Work to complete :: What is needed is a copy of each line in the listing below that contains "main".

------ Information supplied

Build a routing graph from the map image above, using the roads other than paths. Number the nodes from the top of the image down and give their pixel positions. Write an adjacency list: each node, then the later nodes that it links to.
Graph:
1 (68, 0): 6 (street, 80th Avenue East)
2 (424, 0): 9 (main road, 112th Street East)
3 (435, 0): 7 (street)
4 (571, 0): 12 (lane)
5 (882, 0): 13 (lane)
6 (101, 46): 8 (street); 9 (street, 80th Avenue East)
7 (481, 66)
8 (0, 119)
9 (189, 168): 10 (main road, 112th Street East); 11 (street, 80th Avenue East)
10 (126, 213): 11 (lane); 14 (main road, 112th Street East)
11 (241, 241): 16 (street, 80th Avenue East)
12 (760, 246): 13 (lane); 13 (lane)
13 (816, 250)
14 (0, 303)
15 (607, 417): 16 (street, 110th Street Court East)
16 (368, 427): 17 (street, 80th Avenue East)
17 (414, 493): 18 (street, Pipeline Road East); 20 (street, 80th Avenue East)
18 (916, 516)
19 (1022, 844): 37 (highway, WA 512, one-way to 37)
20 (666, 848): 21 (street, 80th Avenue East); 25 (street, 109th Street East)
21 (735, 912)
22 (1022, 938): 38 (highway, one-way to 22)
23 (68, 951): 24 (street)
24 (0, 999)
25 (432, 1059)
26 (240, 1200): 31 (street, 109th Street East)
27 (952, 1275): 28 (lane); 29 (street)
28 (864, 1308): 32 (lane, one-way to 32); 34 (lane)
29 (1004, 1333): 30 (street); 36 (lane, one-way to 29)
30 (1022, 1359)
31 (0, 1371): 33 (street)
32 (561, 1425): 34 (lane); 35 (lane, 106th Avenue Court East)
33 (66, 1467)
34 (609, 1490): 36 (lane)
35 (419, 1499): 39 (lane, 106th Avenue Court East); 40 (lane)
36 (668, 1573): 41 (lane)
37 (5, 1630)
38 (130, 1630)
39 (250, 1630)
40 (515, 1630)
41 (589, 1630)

------------

Answer for this exercise ::
2 (424, 0): 9 (main road, 112th Street East)
9 (189, 168): 10 (main road, 112th Street East); 11 (street, 80th Avenue East)
10 (126, 213): 11 (lane); 14 (main road, 112th Street East)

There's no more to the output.